Backed by prominent meat sector organizations, the “Make It Lamb” initiative comprises videos, radio sponsorship and digital and social advertising, as well as local news partnerships.
Further phases of promotion are planned for later in the year, responding to evolving market and retail conditions as the UK emerges from lockdown and begins to reopen venues for eating out.
Recipes featured in the first phase of advertising include quick and easy one-tray Lamb Chops with Feta, Lamb Wraps, Lamb & Tzatziki Pittas and BBQ-friendly Lamb Satay Skewers.
The campaign is being funded from the £3.5 million (US$4.4 million) fund of AHDB red meat levies ring-fenced for collaborative projects which is managed by the three Great Britain meat levy bodies – QMS, AHDB and HCC.
This new initiative comes at the heels of recent efforts by the agri-food bodies to hit back at “misinformation” about the role of red meat in the diet. Over the last 12 months, the coalition has been actively publicizing “reassurance and evidenced-based information” to consumers regarding the health benefits of beef, lamb and pork.
The ring-fenced fund is an interim arrangement while a long-term solution is sought on the issue of levies being collected at point of slaughter in England for animals reared in Scotland or Wales.
Resisting a rising tide
According to new market analysis, the UK consumers may be more keen to experiment with alternatives to animal-based protein, furthering the discussion surrounding meat’s viability on supermarket shelves. Quorn recently commissioned research as part of the World Meat Free Week (June 15 to 21) surveying 1,500 British participants. The meat substitute brand revealed the prevalence of couples and families secretly cooking a meat-free meal without telling loved ones that it is actually plant-based.
The “Plant-based Revolution,” a Top Trend for 2020 pegged by Innova Market Insights, is evidence of headway in this sector’s development, as innovators are rapidly bridging the sensorial divide between meat and dairy produce and their analogs. Alternative proteins are notably gaining ground in new markets, like Asia, amid an influx of investment in the plant-based and cellular agriculture spaces.
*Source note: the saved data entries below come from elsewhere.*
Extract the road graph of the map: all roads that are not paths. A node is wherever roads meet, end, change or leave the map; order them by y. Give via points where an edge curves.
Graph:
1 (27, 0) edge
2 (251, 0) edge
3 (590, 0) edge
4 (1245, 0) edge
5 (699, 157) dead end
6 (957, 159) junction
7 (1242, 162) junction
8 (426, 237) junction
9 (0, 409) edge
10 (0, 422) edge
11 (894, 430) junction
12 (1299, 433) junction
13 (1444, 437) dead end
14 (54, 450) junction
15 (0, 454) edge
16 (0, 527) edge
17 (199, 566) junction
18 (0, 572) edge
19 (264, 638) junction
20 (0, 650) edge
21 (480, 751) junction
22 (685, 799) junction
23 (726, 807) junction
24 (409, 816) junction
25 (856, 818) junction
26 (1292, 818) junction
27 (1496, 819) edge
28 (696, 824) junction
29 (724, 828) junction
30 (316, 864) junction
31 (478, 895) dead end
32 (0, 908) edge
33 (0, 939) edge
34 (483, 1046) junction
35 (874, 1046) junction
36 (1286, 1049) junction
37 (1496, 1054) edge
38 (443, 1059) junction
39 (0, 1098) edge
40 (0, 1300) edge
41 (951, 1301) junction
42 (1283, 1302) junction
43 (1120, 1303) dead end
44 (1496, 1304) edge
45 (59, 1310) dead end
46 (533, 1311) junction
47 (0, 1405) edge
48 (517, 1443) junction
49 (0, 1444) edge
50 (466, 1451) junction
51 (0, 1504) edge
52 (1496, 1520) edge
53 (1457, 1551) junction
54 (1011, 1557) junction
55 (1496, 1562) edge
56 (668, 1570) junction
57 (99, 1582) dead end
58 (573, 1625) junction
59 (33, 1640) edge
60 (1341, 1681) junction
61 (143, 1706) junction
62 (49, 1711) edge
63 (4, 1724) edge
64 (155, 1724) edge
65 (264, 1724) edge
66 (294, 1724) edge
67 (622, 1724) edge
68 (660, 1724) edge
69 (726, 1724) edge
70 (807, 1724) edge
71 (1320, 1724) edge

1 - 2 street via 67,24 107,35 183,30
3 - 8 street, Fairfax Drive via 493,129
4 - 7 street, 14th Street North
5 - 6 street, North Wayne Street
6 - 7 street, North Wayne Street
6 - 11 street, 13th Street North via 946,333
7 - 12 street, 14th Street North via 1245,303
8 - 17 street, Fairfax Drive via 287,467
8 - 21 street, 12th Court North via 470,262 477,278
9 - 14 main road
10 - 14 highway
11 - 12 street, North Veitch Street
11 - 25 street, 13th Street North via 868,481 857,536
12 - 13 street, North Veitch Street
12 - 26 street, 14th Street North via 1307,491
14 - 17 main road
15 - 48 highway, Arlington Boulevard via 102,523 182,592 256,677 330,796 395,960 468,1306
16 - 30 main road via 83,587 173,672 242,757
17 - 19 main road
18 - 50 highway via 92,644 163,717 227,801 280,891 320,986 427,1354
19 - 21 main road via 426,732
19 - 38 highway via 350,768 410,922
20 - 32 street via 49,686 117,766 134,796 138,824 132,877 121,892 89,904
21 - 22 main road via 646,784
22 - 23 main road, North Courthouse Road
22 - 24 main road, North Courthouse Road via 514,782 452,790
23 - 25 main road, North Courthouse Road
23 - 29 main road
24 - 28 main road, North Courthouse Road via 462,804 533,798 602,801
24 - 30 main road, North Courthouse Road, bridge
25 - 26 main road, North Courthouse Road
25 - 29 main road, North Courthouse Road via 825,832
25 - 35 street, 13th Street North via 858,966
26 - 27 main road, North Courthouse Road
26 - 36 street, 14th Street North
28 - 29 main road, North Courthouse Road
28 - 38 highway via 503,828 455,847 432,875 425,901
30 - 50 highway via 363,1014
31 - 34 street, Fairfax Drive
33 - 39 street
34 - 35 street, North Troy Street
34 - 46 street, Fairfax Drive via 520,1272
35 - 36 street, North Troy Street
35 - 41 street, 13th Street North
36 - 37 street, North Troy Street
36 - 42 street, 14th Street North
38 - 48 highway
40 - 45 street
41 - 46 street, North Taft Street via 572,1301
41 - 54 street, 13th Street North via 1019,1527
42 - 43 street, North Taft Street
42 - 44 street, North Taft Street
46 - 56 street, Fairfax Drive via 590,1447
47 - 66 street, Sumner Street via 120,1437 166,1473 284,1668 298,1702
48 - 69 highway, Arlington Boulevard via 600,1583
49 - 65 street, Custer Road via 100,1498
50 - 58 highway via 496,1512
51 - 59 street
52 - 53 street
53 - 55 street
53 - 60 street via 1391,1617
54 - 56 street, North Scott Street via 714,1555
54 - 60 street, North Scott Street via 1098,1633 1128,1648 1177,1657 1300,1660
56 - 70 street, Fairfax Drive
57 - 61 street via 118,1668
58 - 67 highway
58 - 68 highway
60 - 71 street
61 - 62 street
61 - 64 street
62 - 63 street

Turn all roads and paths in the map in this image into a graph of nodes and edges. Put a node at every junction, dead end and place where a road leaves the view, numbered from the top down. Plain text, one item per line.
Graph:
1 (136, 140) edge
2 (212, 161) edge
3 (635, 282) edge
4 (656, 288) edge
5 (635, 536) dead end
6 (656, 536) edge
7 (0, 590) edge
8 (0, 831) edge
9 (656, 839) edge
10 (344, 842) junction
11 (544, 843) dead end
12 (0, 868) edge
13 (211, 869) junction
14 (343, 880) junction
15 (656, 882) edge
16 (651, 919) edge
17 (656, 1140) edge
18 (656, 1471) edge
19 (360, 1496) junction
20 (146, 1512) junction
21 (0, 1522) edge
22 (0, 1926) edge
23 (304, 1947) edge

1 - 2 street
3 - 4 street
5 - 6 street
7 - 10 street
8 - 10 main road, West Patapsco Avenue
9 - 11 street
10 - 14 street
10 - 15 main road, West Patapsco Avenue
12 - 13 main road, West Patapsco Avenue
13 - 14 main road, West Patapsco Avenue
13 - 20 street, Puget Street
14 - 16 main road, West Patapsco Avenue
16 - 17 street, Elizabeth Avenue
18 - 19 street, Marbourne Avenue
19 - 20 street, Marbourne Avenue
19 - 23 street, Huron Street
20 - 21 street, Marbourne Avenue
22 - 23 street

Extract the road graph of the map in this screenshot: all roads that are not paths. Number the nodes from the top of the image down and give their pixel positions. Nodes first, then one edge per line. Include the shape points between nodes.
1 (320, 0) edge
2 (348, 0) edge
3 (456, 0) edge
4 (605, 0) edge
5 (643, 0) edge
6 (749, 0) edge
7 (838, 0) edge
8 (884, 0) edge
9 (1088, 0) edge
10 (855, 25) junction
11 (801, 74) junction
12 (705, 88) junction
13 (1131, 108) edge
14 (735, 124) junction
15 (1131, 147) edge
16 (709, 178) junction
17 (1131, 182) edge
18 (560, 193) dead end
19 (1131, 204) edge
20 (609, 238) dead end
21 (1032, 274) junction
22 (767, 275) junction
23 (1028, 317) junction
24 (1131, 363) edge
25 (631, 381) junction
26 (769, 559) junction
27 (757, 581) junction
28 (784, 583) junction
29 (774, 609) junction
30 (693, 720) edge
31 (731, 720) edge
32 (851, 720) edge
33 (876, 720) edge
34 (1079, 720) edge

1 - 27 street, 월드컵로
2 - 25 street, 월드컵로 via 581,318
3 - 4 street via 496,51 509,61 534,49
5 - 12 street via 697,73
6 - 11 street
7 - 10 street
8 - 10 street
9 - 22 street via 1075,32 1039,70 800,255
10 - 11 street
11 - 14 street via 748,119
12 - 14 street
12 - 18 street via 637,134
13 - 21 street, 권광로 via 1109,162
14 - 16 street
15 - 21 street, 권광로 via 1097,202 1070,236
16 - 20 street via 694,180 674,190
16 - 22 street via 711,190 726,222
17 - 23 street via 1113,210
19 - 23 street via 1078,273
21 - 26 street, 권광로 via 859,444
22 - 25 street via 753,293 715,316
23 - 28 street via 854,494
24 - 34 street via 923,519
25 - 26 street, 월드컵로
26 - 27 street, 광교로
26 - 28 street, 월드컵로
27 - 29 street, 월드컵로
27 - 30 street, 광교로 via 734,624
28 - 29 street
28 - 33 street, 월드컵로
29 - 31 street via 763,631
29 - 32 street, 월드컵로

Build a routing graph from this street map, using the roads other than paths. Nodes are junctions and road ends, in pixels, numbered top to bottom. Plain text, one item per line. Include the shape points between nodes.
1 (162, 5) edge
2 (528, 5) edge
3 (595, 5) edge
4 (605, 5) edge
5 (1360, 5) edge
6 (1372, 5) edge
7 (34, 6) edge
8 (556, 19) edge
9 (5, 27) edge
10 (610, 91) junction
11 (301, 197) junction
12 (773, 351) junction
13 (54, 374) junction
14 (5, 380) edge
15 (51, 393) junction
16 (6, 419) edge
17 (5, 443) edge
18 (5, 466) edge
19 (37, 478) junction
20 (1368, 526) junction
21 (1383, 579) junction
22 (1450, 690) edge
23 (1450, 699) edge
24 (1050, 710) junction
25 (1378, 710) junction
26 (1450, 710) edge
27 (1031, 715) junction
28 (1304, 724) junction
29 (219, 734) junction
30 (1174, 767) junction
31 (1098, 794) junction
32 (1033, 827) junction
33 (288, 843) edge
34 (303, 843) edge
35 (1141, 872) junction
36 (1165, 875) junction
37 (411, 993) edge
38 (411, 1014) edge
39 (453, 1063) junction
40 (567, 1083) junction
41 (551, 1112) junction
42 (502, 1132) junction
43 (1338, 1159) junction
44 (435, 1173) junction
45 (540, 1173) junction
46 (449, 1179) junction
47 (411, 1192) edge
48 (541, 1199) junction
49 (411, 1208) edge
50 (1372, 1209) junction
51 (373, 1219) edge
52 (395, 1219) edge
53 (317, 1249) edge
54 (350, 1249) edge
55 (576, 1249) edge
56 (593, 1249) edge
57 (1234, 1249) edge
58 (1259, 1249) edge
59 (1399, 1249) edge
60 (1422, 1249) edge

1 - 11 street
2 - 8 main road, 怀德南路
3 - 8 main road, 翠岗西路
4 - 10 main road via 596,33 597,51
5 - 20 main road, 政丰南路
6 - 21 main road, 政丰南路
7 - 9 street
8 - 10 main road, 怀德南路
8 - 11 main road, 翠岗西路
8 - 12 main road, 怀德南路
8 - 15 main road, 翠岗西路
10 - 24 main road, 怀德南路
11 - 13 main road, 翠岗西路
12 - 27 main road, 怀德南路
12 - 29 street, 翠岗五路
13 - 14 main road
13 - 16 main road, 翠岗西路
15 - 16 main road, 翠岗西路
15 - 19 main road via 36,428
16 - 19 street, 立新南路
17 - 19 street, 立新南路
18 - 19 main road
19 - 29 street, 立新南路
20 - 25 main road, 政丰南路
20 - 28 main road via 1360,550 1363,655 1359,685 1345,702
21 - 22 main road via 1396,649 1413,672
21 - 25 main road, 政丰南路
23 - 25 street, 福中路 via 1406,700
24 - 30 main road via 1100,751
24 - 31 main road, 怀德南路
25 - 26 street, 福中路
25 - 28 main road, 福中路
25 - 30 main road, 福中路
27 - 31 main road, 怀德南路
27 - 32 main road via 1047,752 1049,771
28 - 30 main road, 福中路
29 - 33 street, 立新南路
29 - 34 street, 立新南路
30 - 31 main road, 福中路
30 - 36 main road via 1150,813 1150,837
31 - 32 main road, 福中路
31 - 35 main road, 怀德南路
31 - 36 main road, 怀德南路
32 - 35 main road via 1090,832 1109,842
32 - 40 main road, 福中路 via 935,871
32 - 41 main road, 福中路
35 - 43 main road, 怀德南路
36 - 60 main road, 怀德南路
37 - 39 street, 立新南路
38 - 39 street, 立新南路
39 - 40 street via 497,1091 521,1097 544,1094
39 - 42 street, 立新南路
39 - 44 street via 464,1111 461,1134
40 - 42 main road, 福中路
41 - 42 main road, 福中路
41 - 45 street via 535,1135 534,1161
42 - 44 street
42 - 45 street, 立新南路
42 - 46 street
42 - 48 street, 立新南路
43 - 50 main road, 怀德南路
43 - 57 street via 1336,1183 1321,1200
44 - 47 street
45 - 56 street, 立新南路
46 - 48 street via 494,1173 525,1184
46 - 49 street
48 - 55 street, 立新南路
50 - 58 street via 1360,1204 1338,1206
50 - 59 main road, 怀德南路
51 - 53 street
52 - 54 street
With this rapid diversification being leveraged by plant-based players to move into the traditional meat space, the livestock sector has adjunctly called for policy shifts that are deemed by some as limiting. France, for instance, has recently adopted a new act that will remove “meaty names” for plant-based offerings. For stakeholders of the plant-based food sector, led by the umbrella organization European Vegetarian unio (EVU), parts of this law have been decried as doing “the exact opposite” – causing “complications and opacity” for food products.
Such legal constraints on meaty terminology have been previously decried by plant-based stakeholders as “insult to the public’s intelligence.” Last July, NGOs united in an open letter to urge recently-elected Members of the European Parliament to dro proposals to outlaw phrases such as “vegan sausage roll” and “veggie burger” in meat-derived products across the EU.